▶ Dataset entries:

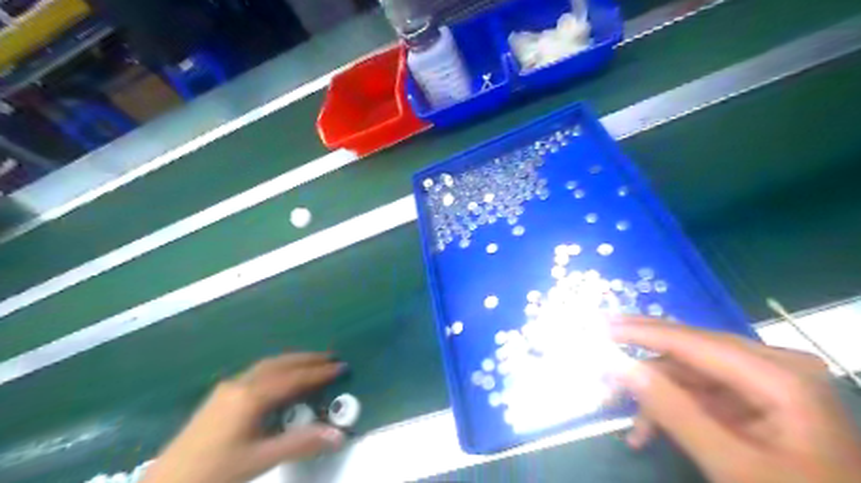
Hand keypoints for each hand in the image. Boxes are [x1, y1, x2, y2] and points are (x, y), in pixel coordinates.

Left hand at [141, 353, 344, 482]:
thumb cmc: (214, 473)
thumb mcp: (260, 460)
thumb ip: (301, 444)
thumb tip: (339, 435)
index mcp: (251, 397)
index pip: (293, 378)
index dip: (319, 372)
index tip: (341, 367)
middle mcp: (240, 385)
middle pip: (280, 364)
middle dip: (307, 359)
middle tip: (330, 358)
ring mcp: (227, 388)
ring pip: (266, 366)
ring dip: (291, 362)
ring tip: (311, 364)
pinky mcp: (219, 397)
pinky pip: (256, 373)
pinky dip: (277, 369)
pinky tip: (280, 380)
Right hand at [608, 317, 859, 482]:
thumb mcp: (732, 465)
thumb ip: (673, 410)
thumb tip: (618, 365)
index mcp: (780, 377)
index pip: (692, 341)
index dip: (641, 332)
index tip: (598, 327)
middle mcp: (773, 366)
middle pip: (688, 352)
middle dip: (642, 368)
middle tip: (600, 369)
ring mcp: (766, 381)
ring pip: (689, 374)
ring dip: (653, 394)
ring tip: (622, 418)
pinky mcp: (756, 398)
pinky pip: (701, 392)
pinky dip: (671, 408)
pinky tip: (647, 433)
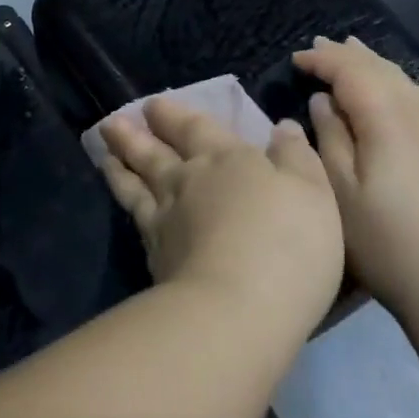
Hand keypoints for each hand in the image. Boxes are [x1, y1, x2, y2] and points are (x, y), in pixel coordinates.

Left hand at [97, 99, 344, 339]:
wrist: (237, 312)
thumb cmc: (286, 244)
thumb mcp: (312, 192)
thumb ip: (296, 157)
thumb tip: (283, 127)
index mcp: (228, 159)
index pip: (196, 128)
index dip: (174, 115)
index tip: (152, 105)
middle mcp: (190, 181)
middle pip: (157, 152)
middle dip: (136, 135)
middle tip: (113, 123)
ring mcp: (167, 220)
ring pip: (138, 184)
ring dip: (121, 166)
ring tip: (106, 153)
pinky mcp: (157, 258)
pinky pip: (136, 220)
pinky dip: (127, 206)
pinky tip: (126, 207)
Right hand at [292, 36, 418, 317]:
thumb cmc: (386, 240)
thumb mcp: (340, 192)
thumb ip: (330, 137)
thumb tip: (323, 101)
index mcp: (387, 116)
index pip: (350, 70)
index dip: (321, 60)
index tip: (296, 60)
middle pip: (380, 67)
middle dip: (347, 54)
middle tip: (320, 45)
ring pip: (405, 79)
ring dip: (374, 64)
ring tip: (354, 53)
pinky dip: (398, 84)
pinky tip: (394, 91)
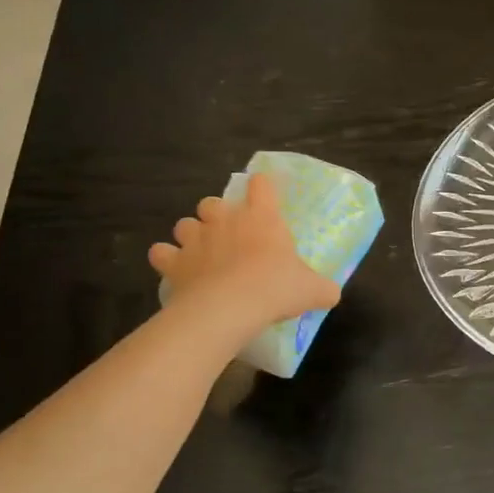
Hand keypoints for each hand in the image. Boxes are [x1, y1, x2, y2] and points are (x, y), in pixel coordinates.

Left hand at [148, 173, 340, 332]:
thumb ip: (323, 288)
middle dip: (217, 214)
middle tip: (228, 235)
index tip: (264, 198)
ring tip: (200, 252)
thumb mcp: (312, 290)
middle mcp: (225, 219)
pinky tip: (175, 269)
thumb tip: (332, 293)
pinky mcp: (174, 261)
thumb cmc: (274, 288)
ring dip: (191, 235)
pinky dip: (166, 259)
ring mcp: (195, 238)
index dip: (261, 188)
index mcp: (261, 217)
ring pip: (184, 223)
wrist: (229, 307)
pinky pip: (161, 252)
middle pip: (212, 202)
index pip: (260, 184)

▶ Exercise:
Nothing should appear in the answer except the lines from the first line of the data through the line holding "thumb tip: (618, 365)", exactly as written, with pictures left out.

▶ Answer area:
Hand keypoints for each hand in the image. Boxes are [x1, y1, x2, y2] and points are (x, y), in pixel coordinates.

Left hand at [141, 353, 344, 482]:
thumb cmc: (214, 473)
thumb mcp: (260, 460)
thumb ip: (301, 444)
thumb tip: (339, 435)
index mcp: (251, 397)
index pip: (293, 378)
index dip: (319, 372)
index tip: (341, 367)
middle mcp: (240, 385)
middle pip: (280, 364)
middle dip: (307, 359)
middle tip: (330, 358)
ring mcp: (227, 388)
ring pip: (266, 366)
ring dip: (291, 362)
ring tip: (311, 364)
pinky mcp: (219, 397)
pinky pip: (256, 373)
pinky dip: (277, 369)
pinky tip: (280, 380)
Right hand at [608, 317, 859, 482]:
thumb mcp: (732, 465)
thumb ip: (673, 410)
thumb tip: (618, 365)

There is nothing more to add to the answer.